Integration of these languages (and others) will happen on several fronts. One of them is the shell integration for which you provided examples. Whatever provides easy usage and good integration with the shell - this actually can go far beyond of what we can see in current operating systems - is good for JNode in building a competitive edge and should be considered including your examples above.
An other type of language integration is via the API for scripting language support introduced in Java 6. This involves to ensure that a given runtime implements the SPI for this API and this implementation is available under JNode (this applies to languages also developed in the JNode project like Bjorne) and it also involves that the language runtime discovery machanism is in in place in JNode and it's functional.
An other type of language integration is related to Runtime.exec and it must ensure that scrips and executables implemented in other JVM languages can be started up via the exec() methods.
Finally JNode must also give good support for such executables in the graphical user interface which makes it easy to identify and start them up wih the start menu, with a future graphical file manager and with other startup methods the JNode desktop will support.
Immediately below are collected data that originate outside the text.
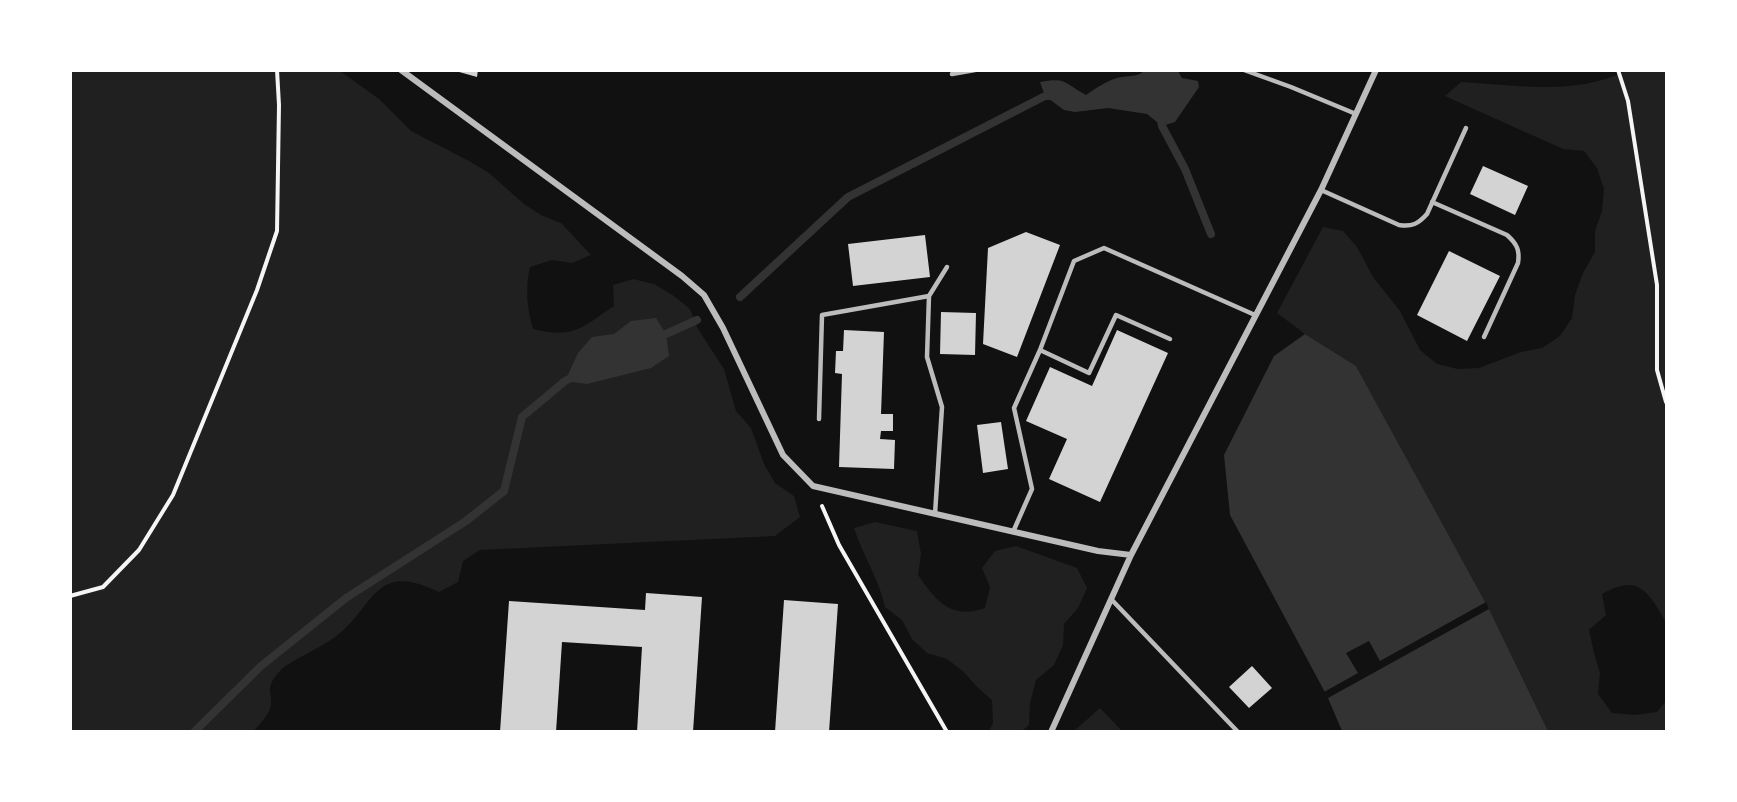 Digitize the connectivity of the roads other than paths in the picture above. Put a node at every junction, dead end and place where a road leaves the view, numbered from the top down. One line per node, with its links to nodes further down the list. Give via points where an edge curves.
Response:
1 (401, 70): 17 (street, via 704,295 783,455 813,486)
2 (975, 70): 5 (lane)
3 (1244, 70): 6 (lane)
4 (1376, 70): 6 (street)
5 (952, 74)
6 (1356, 114): 8 (street)
7 (1466, 128): 9 (lane)
8 (1320, 189): 9 (lane, via 1399,225 1420,223); 12 (street)
9 (1432, 202): 13 (lane, via 1507,235 1520,253)
10 (947, 267): 11 (lane)
11 (929, 296): 16 (lane, via 822,315); 17 (lane, via 927,357 942,406)
12 (1255, 315): 15 (lane, via 1104,248 1074,261); 19 (street)
13 (1484, 337)
14 (1170, 339): 15 (lane, via 1116,315 1089,373)
15 (1040, 350): 18 (lane, via 1014,408 1032,489)
16 (819, 419)
17 (935, 514): 18 (street)
18 (1013, 532): 19 (street)
19 (1131, 555): 20 (street)
20 (1111, 599): 21 (street); 22 (lane)
21 (1051, 732)
22 (1238, 732)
Yes, i completely agree. And

Yes, i completely agree. And we do have some basic support for this, although it isn't currently 'simple'. In order to run a groovy script with #!groovy as the first line, requires implementing an Interpreter. If there is a back-end library that does the actual interpreting, then this Interpreter is simply a wrapper interface that forwards the script to the library. When the script is 'executed', the interpreter for groovy would be looked up, an instance created, and the script gets handed to the interpreter.

Currently though, its not the most flexible. I'm currently playing around with awk, that uses the Jawk project for its backend. You can run it just like you would expect from the command line, passing it an awk script, or providing an inline awk script. But this doesn't allow you to write an awk script with an awk sha-bang.

I like that jar idea. I dont think a jnode user should have to type java -jar /path/to/file.jar.

We do have the means with the current shell/cli code to do this. And it would be great to see the command line this flexible.

Thanks

Thank you for considering the jar idea. It's on my wish list.

Your wish list

Gchii: when you say you have a "wish list", is this because you actually use JNode?

How I use JNode

I use JNode for research. I'm running Microsoft Windows XP, then VMWare Player, then JNode. As you may remember, I've been working toward a Java-based operating system since 1997. My core strategy is practical research on Java-based operating systems. I continue to use well-packaged APIs from OS research in production applications.

I see ....

So you are using JNode! Have you considered being a JNode producer instead of just a JNode consumer? I've put this question to you many times before, in many forms, but you've never responded. Would you care to respond this time?

If you cannot help with development, could you least at least give us some links that show JNode being used in your research / production applications? We could use this as the start of a "JNode case studies" page, which would help to attract more interest in the project.